‘The Gilded Age’ Episode 9 Recap: Here We Are, All Of Us Together

I saw a tweet recently about The Gilded Age that has stuck with me. It read “I am overjoyed to see Julian Fellowes is succeeding in his life’s work of lowering the stakes.”

I think the biggest issue I, or anyone living in 2022, might have with the (literally hundreds of) plots and subplots of The Gilded Age is how antiquated they all seem. Rich people being rejected by society for having an inferior kind of money! Using the wrong table service at lunch! Employing a Midwestern chef named Josh! These customs have largely disappeared for most of us and it seems surprising that anyone would ever get upset by such things. Alas, these people didn’t have distractions like Netflix or slow fashion Instagram accounts. And yet – AND YET! – the show manages to wring delightful drama from these low stakes, and I find myself actually caring who tattled on Bannister for helping to lay out the forks at the Russells. (Was it Church? Is that what Miss Turner’s letter revealed? Sometimes the show is too cryptic for a dummy like me to actually figure stuff out.)

Point is, I care. I care about the Russells, who deep down seem like decent people who are forced to do indecent things in order to ingratiate themselves into a society with stupid rules. I care about all the servants and their very minor, occasionally tragic plot lines. I care that Aunt Agnes was right about Tom Raikes all along, because as boring as Marian and her bird watercolors are, she didn’t deserve all that. And despite the fact that there were many loose ends left untied on the season, as the sun rose over the Russell home and everyone meandered home drunk off the thrill of Gladys Russell’s debut as a woman, I found the season finale of The Gilded Age to be satisfying, even hopeful.

Marian and Mr. Raikes made the decision to elope, and right quick too. Marian fears that Aunt Agnes will shun her when she finds out, so she asks for help from the DGAF queen of them all, Mrs.
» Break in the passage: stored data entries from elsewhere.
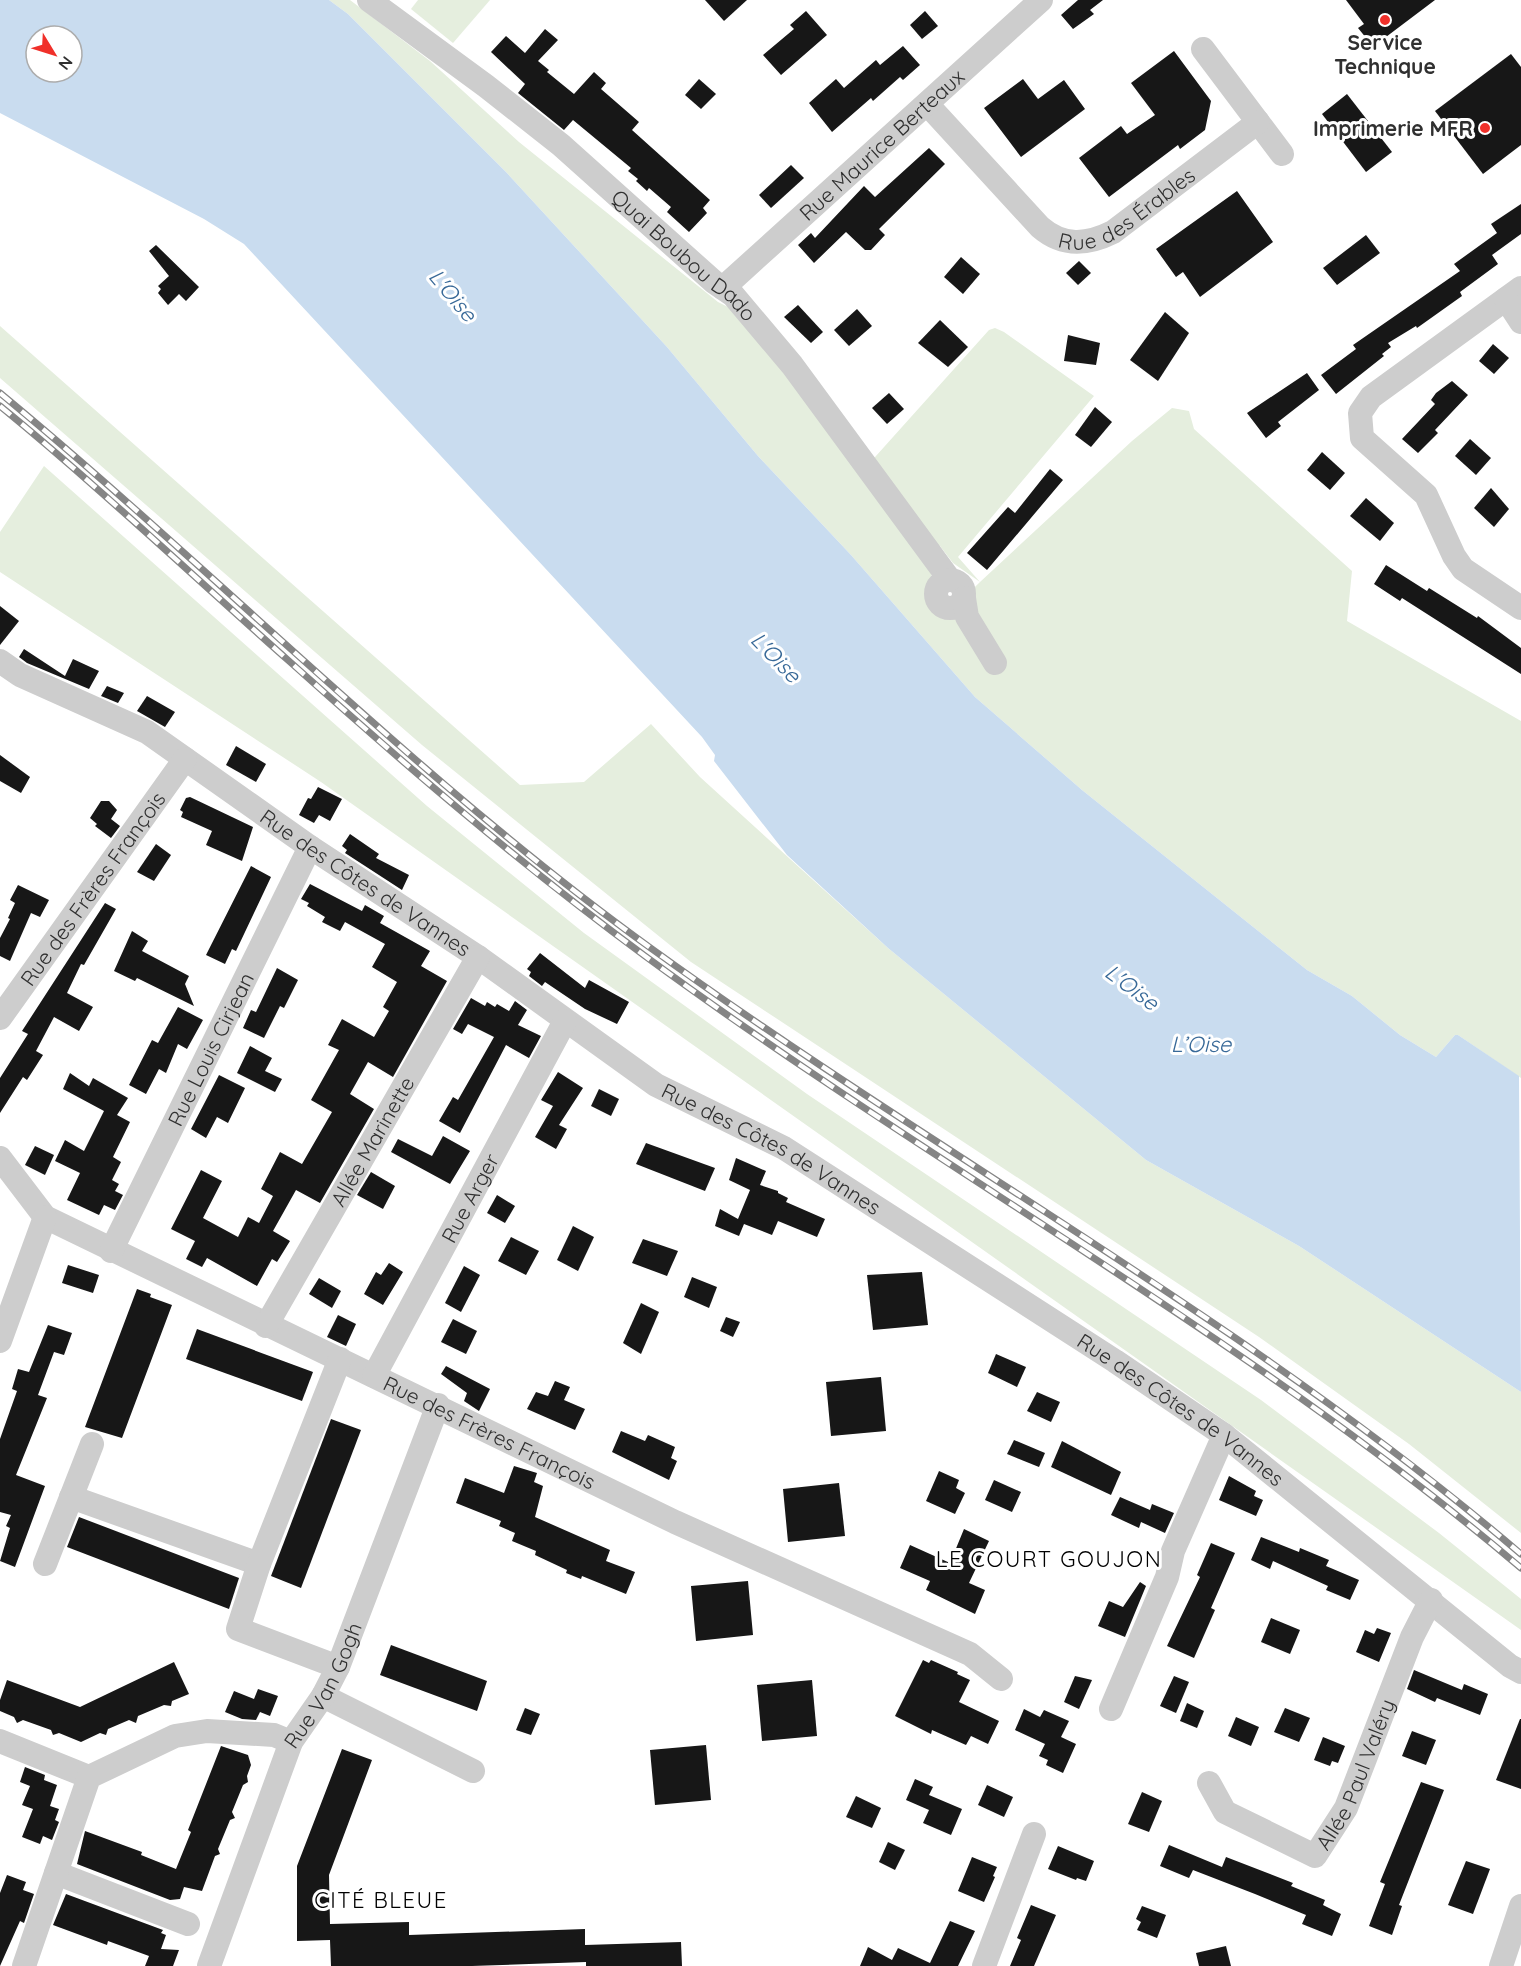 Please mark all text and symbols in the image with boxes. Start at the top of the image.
marker: Service Technique [1378,13,1392,27]
north arrow [24,24,84,84]
place label: Service Technique [1334,29,1436,79]
text: N [54,52,77,74]
street label: Rue Maurice Berteaux [794,63,970,226]
place label: Imprimerie MFR [1313,115,1473,141]
marker: Imprimerie MFR [1478,121,1492,135]
street label: Rue des Érables [1056,162,1200,255]
street label: Quai Boubou Dado [606,184,762,326]
water label: L'Oise [423,263,484,328]
water label: L'Oise [745,626,808,690]
street label: Rue des Frères François [14,787,171,991]
street label: Rue des Côtes de Vannes [255,803,476,962]
water label: L'Oise [1100,958,1166,1017]
street label: Rue Louis Cirjean [162,968,259,1130]
water label: L’Oise [1171,1030,1233,1058]
street label: Allée Marinette [325,1072,420,1211]
street label: Rue des Côtes de Vannes [658,1077,886,1220]
street label: Rue Arger [435,1149,504,1247]
street label: Rue des Côtes de Vannes [1073,1327,1289,1491]
street label: Rue des Frères François [379,1370,600,1494]
district label: LE COURT GOUJON [936,1545,1162,1573]
street label: Rue Van Gogh [278,1619,367,1753]
street label: Allée Paul Valéry [1310,1695,1400,1854]
district label: CITÉ BLEUE [314,1886,448,1914] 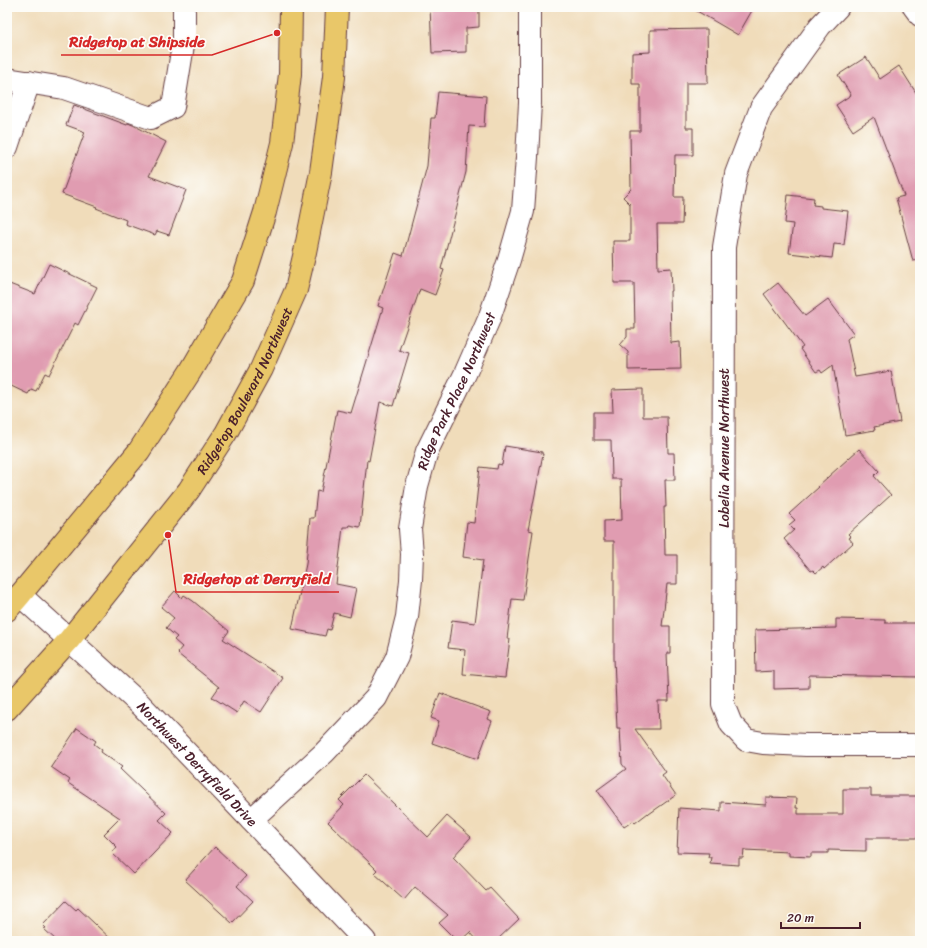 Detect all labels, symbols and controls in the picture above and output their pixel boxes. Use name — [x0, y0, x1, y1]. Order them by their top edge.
callout: Ridgetop at Shipside — [61, 28, 212, 55]
text: Ridgetop at Shipside — [68, 29, 205, 55]
street label: Ridgetop Boulevard Northwest — [190, 303, 300, 480]
street label: Ridge Park Place Northwest — [410, 308, 503, 473]
street label: Lobelia Avenue Northwest — [712, 368, 737, 528]
callout: Ridgetop at Derryfield — [176, 565, 339, 592]
text: Ridgetop at Derryfield — [183, 566, 333, 592]
street label: Northwest Derryfield Drive — [131, 695, 264, 833]
scale bar — [781, 904, 860, 930]
text: 20 m — [787, 907, 814, 929]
Chamberlain, who offers her home as a meeting place for Marian and Tom so they can travel out of the city on Friday in secret. Aunt Agnes may have been hinting all along that Tom wasn’t the nice country lawyer he seemed to be, and her premonition was right after all. Aurora Fane warned Marian that Tom was getting close to wealthy Sissy Bingham and Marian brushed it off, but this week, Aurora sees Tom at the opera cozying up with Sissy on the eve of the elopement and that drives home the point that, yep, Tom is a schmuck.

Peggy, having agreed to help with the elopement, smuggles Marian’s suitcase out of the van Rhijn’s, and while she’s at it, Aunt Ada sniffs things out and realizes something strange is afoot, so she questions Peggy about it. Peggy talks in circles, and the look on Ada’s face offers about ten different emotions once she realizes what Marian is up to. Cynthia Nixon’s role as Aunt Ada has been a minor one this season, but I really appreciate the strokes she’s been painting in the past few episodes. Though she was set up as weak and meek, her takedown of Armstrong last week and her concern for Marian this week have provided her with more backbone than Agnes would ever give her credit for.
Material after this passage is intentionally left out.